[PROBLEM DESCRIPTION]
Go through the lines below and copy each one that holds the string "Görlitzer".

++++

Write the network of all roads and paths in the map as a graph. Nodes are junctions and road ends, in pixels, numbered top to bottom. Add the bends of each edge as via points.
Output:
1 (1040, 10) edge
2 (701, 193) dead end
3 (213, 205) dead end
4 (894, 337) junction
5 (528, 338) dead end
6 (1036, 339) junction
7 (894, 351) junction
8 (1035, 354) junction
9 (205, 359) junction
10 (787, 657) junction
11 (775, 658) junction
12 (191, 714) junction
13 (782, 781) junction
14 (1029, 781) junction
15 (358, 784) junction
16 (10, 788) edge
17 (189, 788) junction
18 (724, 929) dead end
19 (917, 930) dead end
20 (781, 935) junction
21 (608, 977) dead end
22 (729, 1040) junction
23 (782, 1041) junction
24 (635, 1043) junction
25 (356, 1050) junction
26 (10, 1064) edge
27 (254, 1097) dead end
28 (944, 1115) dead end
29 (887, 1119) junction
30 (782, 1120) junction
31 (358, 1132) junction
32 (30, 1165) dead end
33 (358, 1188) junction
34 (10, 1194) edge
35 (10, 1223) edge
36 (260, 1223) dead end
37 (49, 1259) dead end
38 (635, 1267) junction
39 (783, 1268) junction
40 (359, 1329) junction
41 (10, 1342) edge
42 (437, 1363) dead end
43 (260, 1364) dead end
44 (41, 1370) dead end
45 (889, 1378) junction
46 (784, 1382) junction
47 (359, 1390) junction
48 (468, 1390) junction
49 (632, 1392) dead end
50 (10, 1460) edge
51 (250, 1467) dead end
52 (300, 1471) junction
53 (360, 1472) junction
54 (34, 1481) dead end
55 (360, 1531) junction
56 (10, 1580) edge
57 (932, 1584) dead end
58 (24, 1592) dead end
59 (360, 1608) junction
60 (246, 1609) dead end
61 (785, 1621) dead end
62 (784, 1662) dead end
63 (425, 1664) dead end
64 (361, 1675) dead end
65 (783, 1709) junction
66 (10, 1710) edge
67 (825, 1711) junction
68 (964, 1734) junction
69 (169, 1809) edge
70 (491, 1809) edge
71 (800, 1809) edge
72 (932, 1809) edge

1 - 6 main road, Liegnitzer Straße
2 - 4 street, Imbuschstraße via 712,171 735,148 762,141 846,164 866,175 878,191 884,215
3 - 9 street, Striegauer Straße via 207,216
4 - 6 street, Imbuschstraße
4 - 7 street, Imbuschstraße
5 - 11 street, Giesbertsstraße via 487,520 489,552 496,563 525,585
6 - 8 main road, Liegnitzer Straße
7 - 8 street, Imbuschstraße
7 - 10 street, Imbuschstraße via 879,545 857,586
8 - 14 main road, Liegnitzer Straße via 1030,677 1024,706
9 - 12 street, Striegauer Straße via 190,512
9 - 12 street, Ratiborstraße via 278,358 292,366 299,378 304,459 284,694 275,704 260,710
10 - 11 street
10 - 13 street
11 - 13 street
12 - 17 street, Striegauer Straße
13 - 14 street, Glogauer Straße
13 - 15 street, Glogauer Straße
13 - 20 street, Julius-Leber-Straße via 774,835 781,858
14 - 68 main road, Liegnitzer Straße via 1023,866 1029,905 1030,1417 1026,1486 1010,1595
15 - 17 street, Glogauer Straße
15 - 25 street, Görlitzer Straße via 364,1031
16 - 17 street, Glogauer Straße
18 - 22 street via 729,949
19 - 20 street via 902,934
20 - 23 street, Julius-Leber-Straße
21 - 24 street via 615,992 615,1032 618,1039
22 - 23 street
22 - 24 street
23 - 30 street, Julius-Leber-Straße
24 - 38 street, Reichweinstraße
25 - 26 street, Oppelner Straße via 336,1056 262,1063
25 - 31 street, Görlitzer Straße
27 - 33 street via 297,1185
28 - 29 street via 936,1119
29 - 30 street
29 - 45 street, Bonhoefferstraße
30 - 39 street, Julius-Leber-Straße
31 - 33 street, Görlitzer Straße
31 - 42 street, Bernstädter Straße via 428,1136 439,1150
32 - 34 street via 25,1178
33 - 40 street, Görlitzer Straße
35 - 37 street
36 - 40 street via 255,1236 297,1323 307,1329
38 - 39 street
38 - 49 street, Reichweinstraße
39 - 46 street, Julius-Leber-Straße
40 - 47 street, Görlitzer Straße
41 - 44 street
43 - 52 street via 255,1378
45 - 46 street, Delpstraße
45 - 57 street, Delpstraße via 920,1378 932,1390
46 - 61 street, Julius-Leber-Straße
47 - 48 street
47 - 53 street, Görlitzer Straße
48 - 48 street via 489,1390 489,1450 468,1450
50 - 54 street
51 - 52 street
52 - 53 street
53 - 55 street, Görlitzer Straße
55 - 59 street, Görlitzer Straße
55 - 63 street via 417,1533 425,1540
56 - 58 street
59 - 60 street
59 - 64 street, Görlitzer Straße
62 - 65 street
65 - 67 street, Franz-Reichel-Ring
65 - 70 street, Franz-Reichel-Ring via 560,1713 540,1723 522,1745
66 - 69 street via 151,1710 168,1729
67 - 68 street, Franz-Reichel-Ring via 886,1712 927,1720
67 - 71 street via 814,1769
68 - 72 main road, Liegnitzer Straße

++++

[TASK RESULT]
15 - 25 street, Görlitzer Straße via 364,1031
25 - 31 street, Görlitzer Straße
31 - 33 street, Görlitzer Straße
33 - 40 street, Görlitzer Straße
40 - 47 street, Görlitzer Straße
47 - 53 street, Görlitzer Straße
53 - 55 street, Görlitzer Straße
55 - 59 street, Görlitzer Straße
59 - 64 street, Görlitzer Straße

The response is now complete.